* [WHAT TO WORK ON]:
When the string "road" occurs in a line of the listing below, return that line.
Segment Start: DATA SUPPLIED
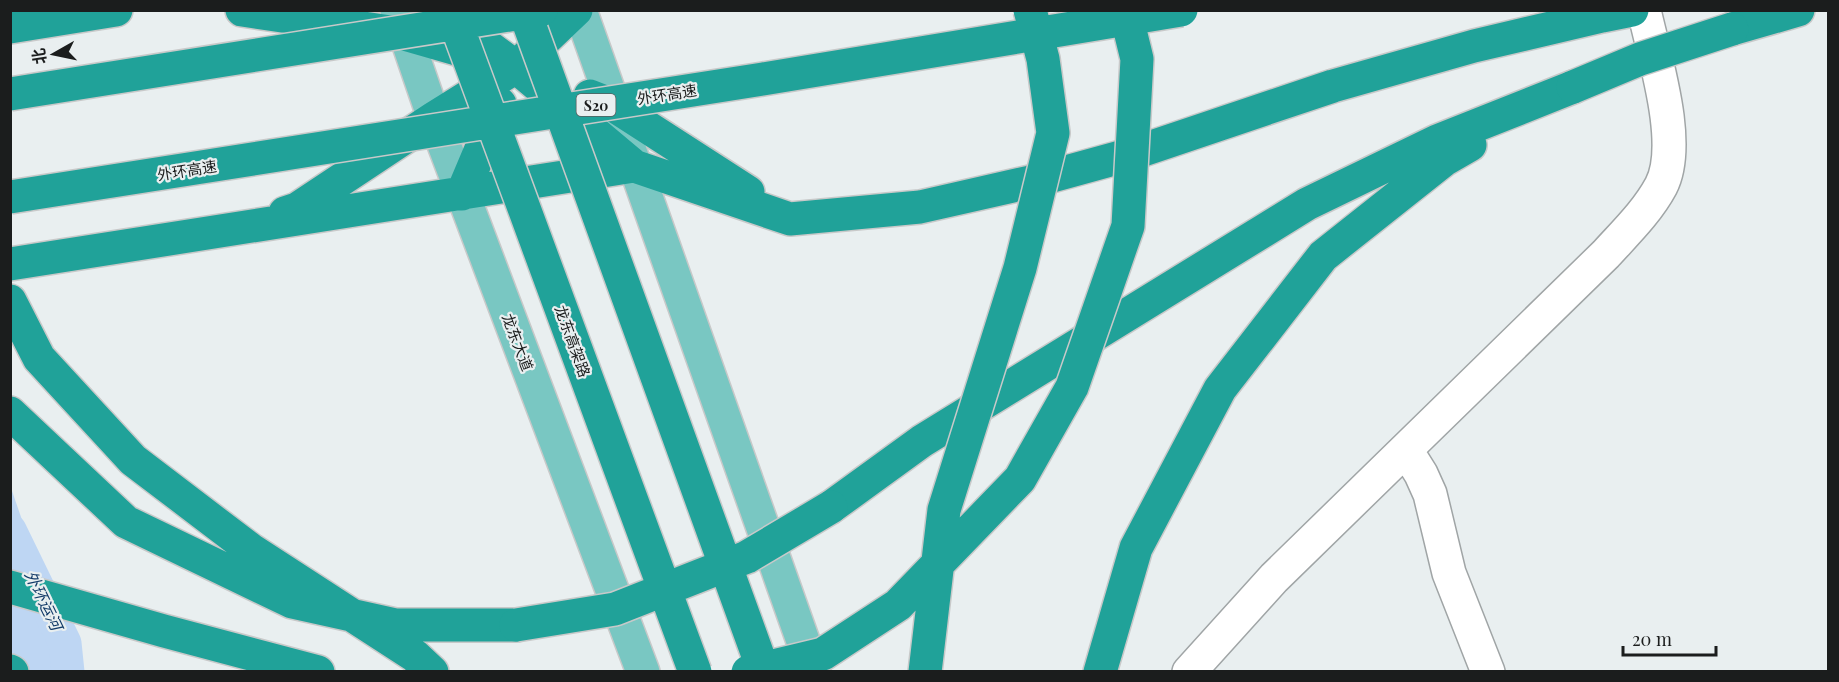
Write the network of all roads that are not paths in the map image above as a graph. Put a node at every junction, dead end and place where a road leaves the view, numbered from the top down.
1 (116, 10) edge
2 (242, 10) edge
3 (441, 10) edge
4 (451, 10) edge
5 (524, 10) edge
6 (533, 10) edge
7 (542, 10) edge
8 (578, 10) edge
9 (1030, 10) edge
10 (1125, 10) edge
11 (1180, 10) edge
12 (1632, 10) edge
13 (1644, 10) edge
14 (1798, 10) edge
15 (400, 22) edge
16 (10, 27) edge
17 (516, 67) junction
18 (1573, 87) junction
19 (10, 94) edge
20 (613, 105) junction
21 (434, 118) junction
22 (634, 166) junction
23 (462, 194) junction
24 (10, 197) edge
25 (790, 219) junction
26 (237, 229) junction
27 (10, 264) edge
28 (10, 301) edge
29 (10, 413) edge
30 (1406, 450) junction
31 (10, 587) edge
32 (318, 672) edge
33 (432, 672) edge
34 (643, 672) edge
35 (695, 672) edge
36 (748, 672) edge
37 (765, 672) edge
38 (814, 672) edge
39 (925, 672) edge
40 (1100, 672) edge
41 (1189, 672) edge
42 (1488, 672) edge

1 - 16 highway
2 - 15 highway
3 - 17 highway
4 - 35 highway, 龙东高架路, bridge
5 - 37 highway, bridge
6 - 17 highway
7 - 19 highway, bridge
8 - 17 highway
8 - 20 main road
9 - 39 highway, bridge
10 - 36 highway, bridge
11 - 24 highway, 外环高速 / S20, bridge
12 - 25 highway, bridge
13 - 30 street
14 - 18 highway, bridge
15 - 17 highway
15 - 21 main road, 龙东大道
17 - 20 highway
17 - 21 highway
17 - 22 highway
17 - 23 highway
18 - 29 highway, bridge
18 - 40 highway
20 - 22 main road
20 - 25 highway
21 - 23 main road, 龙东大道
21 - 26 highway
22 - 23 highway
22 - 25 highway
22 - 38 main road
23 - 26 highway
23 - 34 main road, 龙东大道
26 - 27 highway
28 - 33 highway
30 - 41 street
30 - 42 street
31 - 32 highway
Segment End: DATA SUPPLIED
* [RESULT BELOW]:
Write the network of all roads that are not paths in the map image above as a graph. Put a node at every junction, dead end and place where a road leaves the view, numbered from the top down.
8 - 20 main road
15 - 21 main road, 龙东大道
20 - 22 main road
21 - 23 main road, 龙东大道
22 - 38 main road
23 - 34 main road, 龙东大道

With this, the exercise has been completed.